BEGIN Exercise input
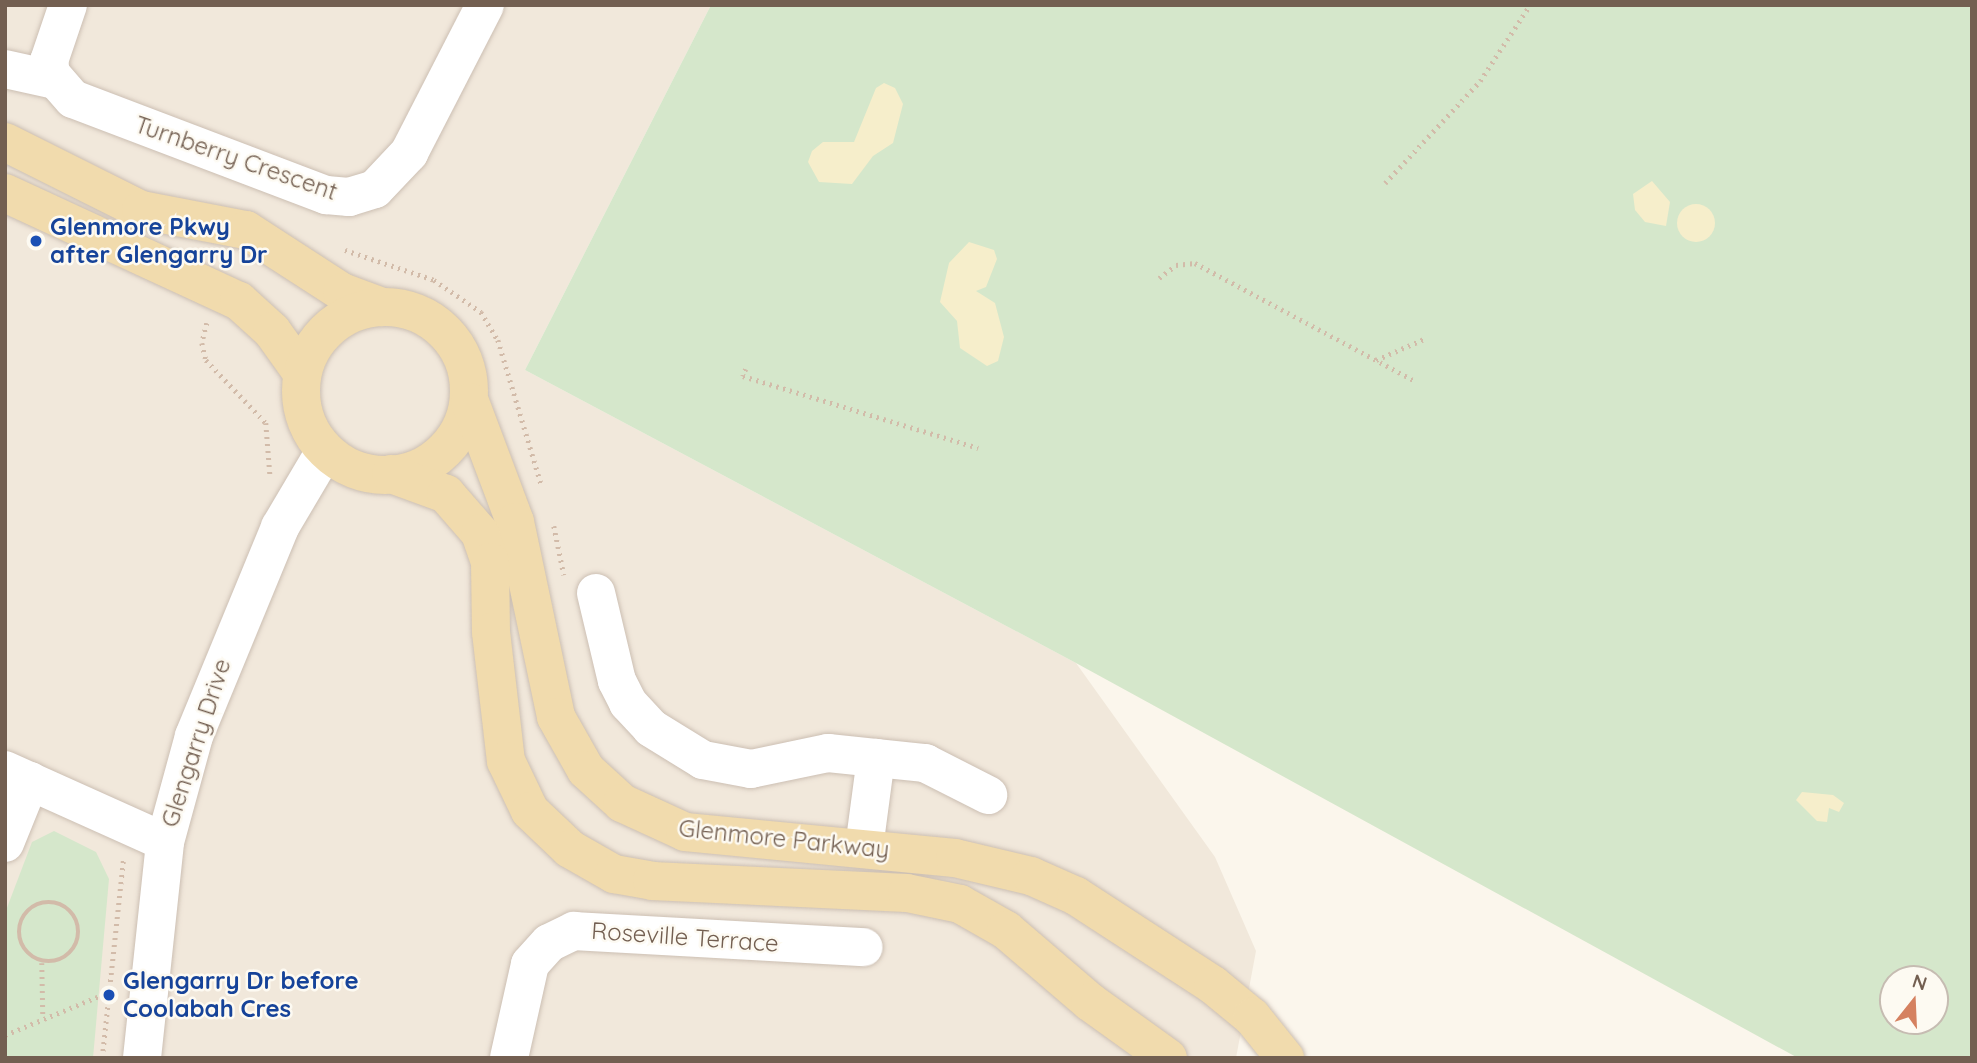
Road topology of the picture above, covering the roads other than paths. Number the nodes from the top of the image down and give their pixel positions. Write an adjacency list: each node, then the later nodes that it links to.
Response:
END Exercise input
BEGIN Exercise input
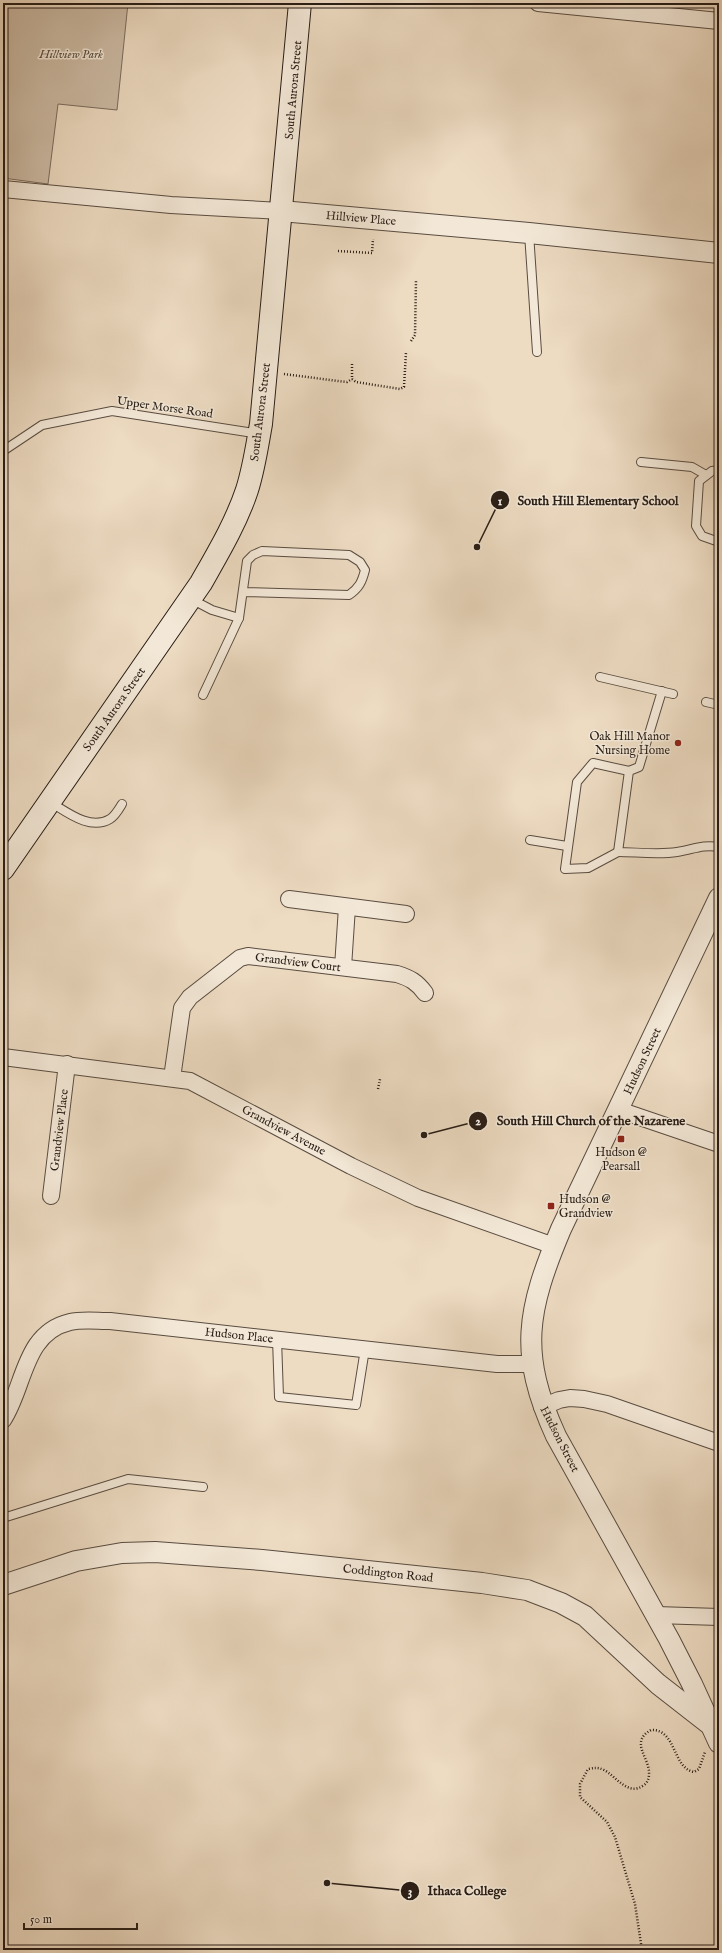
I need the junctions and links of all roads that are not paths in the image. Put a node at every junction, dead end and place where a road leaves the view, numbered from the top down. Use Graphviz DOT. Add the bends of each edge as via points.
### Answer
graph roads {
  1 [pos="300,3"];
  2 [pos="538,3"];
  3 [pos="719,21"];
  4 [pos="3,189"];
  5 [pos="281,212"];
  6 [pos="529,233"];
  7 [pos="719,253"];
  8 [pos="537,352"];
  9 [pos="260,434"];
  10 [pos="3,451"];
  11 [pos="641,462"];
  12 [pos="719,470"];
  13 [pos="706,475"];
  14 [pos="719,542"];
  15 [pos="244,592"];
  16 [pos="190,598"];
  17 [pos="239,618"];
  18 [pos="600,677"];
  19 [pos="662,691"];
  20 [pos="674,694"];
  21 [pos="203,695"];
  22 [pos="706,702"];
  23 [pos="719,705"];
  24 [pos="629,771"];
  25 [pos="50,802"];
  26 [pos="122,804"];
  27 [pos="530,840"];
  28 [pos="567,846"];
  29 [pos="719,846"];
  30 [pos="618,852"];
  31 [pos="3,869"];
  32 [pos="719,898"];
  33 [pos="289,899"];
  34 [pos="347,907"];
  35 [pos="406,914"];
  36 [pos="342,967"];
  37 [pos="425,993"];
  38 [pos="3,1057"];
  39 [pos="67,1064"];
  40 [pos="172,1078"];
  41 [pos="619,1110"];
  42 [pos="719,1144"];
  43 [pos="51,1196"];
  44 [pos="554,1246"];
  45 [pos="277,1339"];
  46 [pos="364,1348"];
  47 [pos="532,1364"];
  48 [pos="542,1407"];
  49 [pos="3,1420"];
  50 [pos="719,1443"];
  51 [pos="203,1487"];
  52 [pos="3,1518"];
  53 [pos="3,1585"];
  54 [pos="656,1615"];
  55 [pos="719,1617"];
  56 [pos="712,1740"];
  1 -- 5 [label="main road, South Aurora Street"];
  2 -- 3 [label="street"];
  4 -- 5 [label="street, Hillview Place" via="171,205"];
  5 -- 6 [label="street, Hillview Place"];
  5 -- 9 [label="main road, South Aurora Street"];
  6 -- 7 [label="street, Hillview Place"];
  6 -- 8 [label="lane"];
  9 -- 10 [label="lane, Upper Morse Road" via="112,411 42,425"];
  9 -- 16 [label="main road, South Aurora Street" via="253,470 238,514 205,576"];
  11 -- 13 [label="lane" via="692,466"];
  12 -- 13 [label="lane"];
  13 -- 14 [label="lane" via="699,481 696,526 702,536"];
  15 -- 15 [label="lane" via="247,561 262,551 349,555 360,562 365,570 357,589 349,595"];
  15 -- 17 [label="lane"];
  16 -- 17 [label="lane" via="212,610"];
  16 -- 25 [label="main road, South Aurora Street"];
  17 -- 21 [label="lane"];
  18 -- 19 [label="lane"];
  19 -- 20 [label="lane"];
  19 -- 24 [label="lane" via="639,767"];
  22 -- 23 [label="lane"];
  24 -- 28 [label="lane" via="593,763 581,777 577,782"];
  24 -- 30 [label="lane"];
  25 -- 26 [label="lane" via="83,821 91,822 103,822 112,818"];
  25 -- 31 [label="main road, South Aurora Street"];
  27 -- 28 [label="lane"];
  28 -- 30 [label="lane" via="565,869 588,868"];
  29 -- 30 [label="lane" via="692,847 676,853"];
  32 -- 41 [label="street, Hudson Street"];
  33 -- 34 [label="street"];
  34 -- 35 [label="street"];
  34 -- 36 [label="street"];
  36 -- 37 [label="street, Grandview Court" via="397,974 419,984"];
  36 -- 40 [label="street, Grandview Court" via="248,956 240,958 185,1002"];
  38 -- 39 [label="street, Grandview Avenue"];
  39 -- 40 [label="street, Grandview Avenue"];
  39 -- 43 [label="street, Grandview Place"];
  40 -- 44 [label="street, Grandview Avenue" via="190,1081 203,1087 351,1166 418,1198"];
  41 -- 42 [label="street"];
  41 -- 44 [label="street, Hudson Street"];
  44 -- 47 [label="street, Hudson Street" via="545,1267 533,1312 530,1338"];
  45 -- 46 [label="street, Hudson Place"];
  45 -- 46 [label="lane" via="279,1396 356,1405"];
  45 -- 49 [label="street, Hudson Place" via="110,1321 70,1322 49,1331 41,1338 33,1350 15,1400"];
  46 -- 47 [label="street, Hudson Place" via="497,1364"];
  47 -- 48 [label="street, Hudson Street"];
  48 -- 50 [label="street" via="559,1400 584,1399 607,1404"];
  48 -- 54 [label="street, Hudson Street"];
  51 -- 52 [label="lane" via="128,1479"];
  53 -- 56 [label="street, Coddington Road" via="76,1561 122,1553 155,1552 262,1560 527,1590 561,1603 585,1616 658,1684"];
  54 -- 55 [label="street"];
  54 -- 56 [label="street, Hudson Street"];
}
END Exercise input
BEGIN Exercise input
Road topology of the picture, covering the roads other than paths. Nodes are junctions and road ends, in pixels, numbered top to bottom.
END Exercise input
Reproduce every line from the listing above that holds the word "links".

Road topology of the picture above, covering the roads other than paths. Number the nodes from the top of the image down and give their pixel positions. Write an adjacency list: each node, then the later nodes that it links to.
I need the junctions and links of all roads that are not paths in the image. Put a node at every junction, dead end and place where a road leaves the view, numbered from the top down. Use Graphviz DOT. Add the bends of each edge as via points.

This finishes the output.